**TASK DATA**
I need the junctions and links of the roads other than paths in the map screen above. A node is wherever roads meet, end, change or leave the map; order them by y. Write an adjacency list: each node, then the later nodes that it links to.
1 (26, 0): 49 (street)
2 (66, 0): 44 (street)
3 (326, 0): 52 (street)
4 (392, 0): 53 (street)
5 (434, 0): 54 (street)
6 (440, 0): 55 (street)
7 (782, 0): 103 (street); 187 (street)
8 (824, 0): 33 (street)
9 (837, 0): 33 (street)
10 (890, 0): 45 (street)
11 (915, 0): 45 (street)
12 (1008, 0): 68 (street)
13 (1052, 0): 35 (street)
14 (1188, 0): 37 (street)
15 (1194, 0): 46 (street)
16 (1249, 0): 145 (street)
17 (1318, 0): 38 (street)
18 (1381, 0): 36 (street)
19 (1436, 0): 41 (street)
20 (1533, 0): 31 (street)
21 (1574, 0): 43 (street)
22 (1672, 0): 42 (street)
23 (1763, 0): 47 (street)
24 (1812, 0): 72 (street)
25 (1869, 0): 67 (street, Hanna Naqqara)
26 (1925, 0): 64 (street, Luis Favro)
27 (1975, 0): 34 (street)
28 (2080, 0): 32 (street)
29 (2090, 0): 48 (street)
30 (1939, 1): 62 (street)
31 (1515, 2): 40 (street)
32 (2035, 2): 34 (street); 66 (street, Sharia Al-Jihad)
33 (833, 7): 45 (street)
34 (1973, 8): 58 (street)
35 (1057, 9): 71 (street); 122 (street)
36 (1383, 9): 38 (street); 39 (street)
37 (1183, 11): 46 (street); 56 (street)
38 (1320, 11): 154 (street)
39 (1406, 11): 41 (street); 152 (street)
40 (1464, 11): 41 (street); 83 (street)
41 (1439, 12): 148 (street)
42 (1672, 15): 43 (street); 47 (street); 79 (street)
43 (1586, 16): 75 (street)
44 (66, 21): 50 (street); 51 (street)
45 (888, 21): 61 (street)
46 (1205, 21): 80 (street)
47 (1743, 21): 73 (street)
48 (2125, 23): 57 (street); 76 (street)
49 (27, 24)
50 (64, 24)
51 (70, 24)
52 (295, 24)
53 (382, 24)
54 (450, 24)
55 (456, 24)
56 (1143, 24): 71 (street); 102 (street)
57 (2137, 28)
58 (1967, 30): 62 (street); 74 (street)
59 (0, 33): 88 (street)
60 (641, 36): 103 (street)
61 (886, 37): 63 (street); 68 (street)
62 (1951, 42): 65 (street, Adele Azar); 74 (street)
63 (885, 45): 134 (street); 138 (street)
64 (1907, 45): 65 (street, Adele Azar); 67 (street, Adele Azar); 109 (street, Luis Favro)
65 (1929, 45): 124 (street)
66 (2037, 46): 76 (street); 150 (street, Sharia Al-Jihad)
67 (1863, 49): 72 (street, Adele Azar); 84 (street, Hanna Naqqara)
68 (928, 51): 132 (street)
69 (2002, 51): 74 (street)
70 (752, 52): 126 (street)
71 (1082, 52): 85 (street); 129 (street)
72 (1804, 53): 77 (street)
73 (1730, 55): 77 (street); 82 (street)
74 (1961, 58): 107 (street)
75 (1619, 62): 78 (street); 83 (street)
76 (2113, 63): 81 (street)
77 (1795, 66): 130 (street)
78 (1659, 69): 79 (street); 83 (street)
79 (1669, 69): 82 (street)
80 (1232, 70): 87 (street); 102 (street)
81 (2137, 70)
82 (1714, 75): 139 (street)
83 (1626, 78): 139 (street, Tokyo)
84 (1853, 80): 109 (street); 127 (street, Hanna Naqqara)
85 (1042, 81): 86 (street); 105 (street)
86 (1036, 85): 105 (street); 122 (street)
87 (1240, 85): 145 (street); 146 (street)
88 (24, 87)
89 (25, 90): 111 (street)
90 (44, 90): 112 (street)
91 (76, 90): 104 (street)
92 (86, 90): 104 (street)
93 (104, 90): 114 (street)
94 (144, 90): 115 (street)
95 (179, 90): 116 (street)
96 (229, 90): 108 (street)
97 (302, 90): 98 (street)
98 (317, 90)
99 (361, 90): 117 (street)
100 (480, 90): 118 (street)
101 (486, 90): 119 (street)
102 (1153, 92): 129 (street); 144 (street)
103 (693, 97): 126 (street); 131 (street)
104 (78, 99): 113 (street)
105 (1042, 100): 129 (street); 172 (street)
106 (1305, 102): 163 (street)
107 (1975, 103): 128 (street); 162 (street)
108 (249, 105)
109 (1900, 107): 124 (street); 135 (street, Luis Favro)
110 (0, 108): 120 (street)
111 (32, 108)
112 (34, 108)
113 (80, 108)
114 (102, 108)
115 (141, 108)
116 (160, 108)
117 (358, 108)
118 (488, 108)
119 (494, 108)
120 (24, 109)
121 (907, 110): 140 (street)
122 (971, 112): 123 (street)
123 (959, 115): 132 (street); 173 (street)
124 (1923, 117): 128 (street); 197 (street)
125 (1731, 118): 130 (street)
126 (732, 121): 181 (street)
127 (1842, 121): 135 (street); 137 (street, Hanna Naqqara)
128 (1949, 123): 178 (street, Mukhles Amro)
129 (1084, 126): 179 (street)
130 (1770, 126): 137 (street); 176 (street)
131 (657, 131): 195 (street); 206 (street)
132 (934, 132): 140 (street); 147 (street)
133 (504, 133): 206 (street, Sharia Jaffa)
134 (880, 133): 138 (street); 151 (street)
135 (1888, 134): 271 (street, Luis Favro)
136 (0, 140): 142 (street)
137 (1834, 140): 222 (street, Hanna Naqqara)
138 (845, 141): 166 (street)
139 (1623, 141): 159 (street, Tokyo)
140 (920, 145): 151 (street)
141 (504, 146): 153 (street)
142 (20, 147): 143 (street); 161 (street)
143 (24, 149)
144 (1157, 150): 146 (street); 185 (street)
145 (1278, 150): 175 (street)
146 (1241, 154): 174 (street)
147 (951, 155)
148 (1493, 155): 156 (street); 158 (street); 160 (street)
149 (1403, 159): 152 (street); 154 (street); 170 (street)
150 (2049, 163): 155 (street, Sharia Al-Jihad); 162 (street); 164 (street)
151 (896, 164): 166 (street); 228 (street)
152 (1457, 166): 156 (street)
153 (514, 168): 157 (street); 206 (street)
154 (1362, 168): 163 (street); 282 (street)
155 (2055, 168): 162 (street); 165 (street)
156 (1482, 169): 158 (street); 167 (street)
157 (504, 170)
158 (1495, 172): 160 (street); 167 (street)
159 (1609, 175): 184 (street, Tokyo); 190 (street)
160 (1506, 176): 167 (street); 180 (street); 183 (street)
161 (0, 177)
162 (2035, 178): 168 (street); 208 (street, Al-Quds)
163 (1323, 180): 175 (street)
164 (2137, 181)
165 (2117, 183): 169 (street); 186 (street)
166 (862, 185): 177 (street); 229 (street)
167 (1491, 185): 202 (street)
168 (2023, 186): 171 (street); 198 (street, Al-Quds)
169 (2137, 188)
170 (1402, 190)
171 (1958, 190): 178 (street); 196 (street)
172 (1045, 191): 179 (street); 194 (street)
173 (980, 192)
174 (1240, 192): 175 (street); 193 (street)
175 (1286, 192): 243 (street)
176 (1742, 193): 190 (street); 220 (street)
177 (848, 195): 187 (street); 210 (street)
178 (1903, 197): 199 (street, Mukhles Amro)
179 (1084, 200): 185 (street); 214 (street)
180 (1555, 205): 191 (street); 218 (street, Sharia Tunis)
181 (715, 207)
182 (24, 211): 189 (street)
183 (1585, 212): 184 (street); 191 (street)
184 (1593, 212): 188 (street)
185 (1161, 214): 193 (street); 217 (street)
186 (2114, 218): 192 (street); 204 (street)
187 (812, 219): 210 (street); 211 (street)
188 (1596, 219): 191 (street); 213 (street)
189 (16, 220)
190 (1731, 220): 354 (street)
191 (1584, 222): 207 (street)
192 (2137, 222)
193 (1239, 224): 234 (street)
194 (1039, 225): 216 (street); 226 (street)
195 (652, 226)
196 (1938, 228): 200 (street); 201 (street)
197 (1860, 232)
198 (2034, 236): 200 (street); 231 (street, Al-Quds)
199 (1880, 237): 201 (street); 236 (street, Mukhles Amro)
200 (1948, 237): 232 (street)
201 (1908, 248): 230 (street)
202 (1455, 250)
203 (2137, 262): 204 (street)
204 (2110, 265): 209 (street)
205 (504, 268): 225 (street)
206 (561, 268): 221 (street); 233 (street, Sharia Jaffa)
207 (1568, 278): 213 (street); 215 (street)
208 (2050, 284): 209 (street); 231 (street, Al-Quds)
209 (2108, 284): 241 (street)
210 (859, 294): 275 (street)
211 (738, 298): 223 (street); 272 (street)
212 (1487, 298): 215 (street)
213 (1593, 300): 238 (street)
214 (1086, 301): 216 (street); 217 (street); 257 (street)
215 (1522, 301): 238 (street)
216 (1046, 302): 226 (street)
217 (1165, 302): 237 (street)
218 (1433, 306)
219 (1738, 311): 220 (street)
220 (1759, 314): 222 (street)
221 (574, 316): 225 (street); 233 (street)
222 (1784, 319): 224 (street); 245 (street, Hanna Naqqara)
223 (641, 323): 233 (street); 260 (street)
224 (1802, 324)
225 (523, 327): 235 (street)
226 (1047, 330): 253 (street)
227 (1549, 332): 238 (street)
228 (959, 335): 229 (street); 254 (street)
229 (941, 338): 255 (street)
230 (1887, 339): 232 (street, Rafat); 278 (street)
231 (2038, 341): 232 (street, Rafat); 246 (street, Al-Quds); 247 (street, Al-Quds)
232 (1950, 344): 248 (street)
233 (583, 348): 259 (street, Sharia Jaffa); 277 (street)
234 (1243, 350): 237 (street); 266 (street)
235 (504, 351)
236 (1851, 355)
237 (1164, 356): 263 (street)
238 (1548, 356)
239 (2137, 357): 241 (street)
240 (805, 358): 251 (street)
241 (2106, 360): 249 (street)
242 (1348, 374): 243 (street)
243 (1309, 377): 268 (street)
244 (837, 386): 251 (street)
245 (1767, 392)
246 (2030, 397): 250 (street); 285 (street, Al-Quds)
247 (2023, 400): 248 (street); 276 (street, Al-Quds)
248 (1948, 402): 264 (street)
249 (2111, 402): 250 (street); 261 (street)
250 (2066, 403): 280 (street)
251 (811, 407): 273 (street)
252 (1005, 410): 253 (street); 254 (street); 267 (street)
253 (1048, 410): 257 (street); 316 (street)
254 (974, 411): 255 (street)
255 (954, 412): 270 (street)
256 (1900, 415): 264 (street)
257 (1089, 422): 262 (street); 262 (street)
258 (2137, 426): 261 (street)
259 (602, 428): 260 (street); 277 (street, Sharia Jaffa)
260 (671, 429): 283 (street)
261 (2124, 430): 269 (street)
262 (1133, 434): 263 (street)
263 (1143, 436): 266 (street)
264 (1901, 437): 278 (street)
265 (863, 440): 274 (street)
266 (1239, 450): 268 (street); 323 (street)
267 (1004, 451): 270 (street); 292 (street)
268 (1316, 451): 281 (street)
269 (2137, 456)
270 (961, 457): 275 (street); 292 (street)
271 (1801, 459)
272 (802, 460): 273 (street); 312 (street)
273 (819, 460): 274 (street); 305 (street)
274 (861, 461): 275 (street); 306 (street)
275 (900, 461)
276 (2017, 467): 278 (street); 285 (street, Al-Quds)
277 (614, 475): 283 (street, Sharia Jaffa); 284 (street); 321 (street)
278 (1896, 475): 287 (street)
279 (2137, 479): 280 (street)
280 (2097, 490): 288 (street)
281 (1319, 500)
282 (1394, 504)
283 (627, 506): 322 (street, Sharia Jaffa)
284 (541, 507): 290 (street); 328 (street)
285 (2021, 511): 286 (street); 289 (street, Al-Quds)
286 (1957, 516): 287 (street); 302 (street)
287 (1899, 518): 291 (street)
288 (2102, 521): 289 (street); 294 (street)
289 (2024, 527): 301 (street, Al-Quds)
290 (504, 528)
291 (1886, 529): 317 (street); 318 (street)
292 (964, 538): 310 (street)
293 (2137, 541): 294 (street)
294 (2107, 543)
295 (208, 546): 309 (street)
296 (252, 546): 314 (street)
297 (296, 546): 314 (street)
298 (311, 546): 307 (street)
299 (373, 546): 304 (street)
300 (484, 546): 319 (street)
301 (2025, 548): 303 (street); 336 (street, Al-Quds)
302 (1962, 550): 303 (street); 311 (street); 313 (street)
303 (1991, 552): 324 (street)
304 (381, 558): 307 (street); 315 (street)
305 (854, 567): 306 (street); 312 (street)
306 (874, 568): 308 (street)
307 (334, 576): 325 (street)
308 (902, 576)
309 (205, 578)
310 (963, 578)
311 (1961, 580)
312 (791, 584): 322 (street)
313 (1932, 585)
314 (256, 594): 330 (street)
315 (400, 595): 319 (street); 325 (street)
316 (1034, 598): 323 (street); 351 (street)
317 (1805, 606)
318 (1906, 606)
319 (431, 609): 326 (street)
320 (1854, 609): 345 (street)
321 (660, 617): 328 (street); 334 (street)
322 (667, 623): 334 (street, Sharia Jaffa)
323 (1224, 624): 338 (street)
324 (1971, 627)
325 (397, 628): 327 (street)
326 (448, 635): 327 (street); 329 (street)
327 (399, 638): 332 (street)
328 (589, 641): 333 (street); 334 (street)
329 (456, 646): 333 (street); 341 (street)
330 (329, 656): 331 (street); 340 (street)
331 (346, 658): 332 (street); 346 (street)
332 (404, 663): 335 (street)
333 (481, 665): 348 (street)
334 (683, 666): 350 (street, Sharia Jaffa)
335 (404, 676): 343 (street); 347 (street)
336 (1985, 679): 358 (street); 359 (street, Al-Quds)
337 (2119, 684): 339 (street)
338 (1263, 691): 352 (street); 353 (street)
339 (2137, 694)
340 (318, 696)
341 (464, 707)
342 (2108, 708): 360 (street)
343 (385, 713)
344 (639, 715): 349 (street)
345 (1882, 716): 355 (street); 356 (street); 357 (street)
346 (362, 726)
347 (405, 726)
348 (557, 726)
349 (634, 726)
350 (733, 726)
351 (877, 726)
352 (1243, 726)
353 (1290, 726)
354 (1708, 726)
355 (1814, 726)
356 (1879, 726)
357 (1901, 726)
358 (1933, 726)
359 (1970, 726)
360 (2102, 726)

**GOAL OF THE EXERCISE**
Compute how many lines of the records above hold the string "Rafat". Give the number with no other output.

**OUTPUT FOR THIS TASK**
2